La photo parfaite : mythe ou réalité ?

En tant que créateurs, nous passons parfois des heures à peaufiner les moindres détails jusqu’à ce que nous jugions le résultat « parfait ». Mais en matière de créativité, la perfection existe-t-elle ? Et si tel est le cas, quels sont les critères pour en juger ? Nous avons demandé à deux photographes de paysages à quoi tenait la photo parfaite : équipement haut de gamme, bon timing ou tour supplémentaire en hélicoptère ? Le concept de photo parfaite est-il un mythe, comme le monstre du Loch Ness ? Chacun d’eux nous a fait part de ses réflexions en commentant l’une de ses photos.

Mark Maziarz – Auteur de Park City: A Portrait

J’ai pris cette photo au-dessus de l’océan Pacifique à Encinatas, en Californie, il y a environ dix ans. Ce qui me plaît, c’est que le soleil illumine l’océan sur plusieurs centaines de mètres au large.

Pour moi, la photo « parfaite » est techniquement irréprochable en termes d’exposition, de mise au point et de composition. Cette photo n’est pas du tout parfaite sur le plan technique. Je l’ai prise avec un petit appareil photo dont le capteur n’était pas très performant. C’était un appareil à 200 dollars. Mais cette photo dégage une véritable émotion ce qui, de mon point de vue, prime sur l’aspect technique.

Au début de ma carrière, je photographiais des images sportives pour des banques d’images. Les prises de vue se faisaient dans les conditions météo idéales de l’Utah : neige fraîche et ciel bleu sans nuages. Au moment où j’ai pris cette photo, j’étais en plein rejet de la notion de « perfection ». Je commençais à ne plus apprécier l’aspect technique de la technologie. J’avais complètement changé d’avis sur ce que devait être une bonne photo.

Quand j’ai pris cette photo à Encinitas, je possédais trois appareils photo. Mon objectif préféré a environ 160 ans. La mise au point n’est pas parfaite, mais il crée de très beaux motifs qui transforment quasiment la photo en peinture. J’aime la façon dont tout s’harmonise. Cela n’a rien à voir avec la perfection et la précision exceptionnelle des objectifs modernes. Le résultat est plus naturel, plus artisanal, presque analogique… même si cela reste du numérique.

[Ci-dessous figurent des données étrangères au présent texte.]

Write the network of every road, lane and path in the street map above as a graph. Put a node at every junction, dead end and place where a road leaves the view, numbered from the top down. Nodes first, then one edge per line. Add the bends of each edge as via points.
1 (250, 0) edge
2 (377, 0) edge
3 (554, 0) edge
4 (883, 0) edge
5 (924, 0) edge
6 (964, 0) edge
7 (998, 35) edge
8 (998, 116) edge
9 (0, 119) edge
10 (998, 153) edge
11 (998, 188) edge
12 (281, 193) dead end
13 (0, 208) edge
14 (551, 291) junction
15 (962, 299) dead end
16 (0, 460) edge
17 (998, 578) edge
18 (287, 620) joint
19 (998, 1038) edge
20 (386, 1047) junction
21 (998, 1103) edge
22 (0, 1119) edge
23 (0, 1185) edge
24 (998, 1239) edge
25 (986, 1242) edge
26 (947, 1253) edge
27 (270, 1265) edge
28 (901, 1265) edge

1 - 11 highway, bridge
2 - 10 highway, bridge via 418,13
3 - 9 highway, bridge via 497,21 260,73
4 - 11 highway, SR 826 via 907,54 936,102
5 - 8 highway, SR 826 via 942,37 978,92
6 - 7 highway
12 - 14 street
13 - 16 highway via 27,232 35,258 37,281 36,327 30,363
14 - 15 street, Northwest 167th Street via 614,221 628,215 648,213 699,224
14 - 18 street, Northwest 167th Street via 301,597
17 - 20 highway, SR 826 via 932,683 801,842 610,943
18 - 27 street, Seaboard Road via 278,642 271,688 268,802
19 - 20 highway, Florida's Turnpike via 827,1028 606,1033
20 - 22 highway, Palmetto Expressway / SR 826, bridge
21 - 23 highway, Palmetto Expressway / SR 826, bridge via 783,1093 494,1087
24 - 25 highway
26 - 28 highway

Il ne faut pas perdre de vue l’essentiel : l’âme, l’émotion que le photographe vous fait ressentir. Il faut consacrer son énergie à cela : faire naître l’émotion à travers une photo. Car au final, c’est à cela que les gens sont sensibles. Une photo peut être parfaite, mais elle ne peut être exceptionnelle qu’avec un supplément d’âme et d’émotion.

Diane Tuft – Auteur de The Arctic Melt: Images of a Disappearing Landscape

« Broken Arches » est la photo d’un iceberg dans la baie de Disko au large d’Ilulissat, au Groënland. Pendant les étés 2015 et 2016, j’ai parcouru l’Arctique pour témoigner des trois facteurs responsables de la montée du niveau des océans en raison du changement climatique : la fonte des glaciers, l’expansion thermique des océans et la fonte de la calotte glaciaire du Groënland.

J’ai voyagé à bord d’un brise-glace nucléaire russe, de Murmansk en Russie jusqu’au Pôle Nord. Nous avons traversé d’immenses zones d’eau sans glace. Lorsque nous sommes arrivés au Pôle Nord, la glace était si fine qu’il était impossible de débarquer sans risque. Nous avons cherché pendant trois heures une couche de glace suffisamment épaisse pour pouvoir explorer la zone.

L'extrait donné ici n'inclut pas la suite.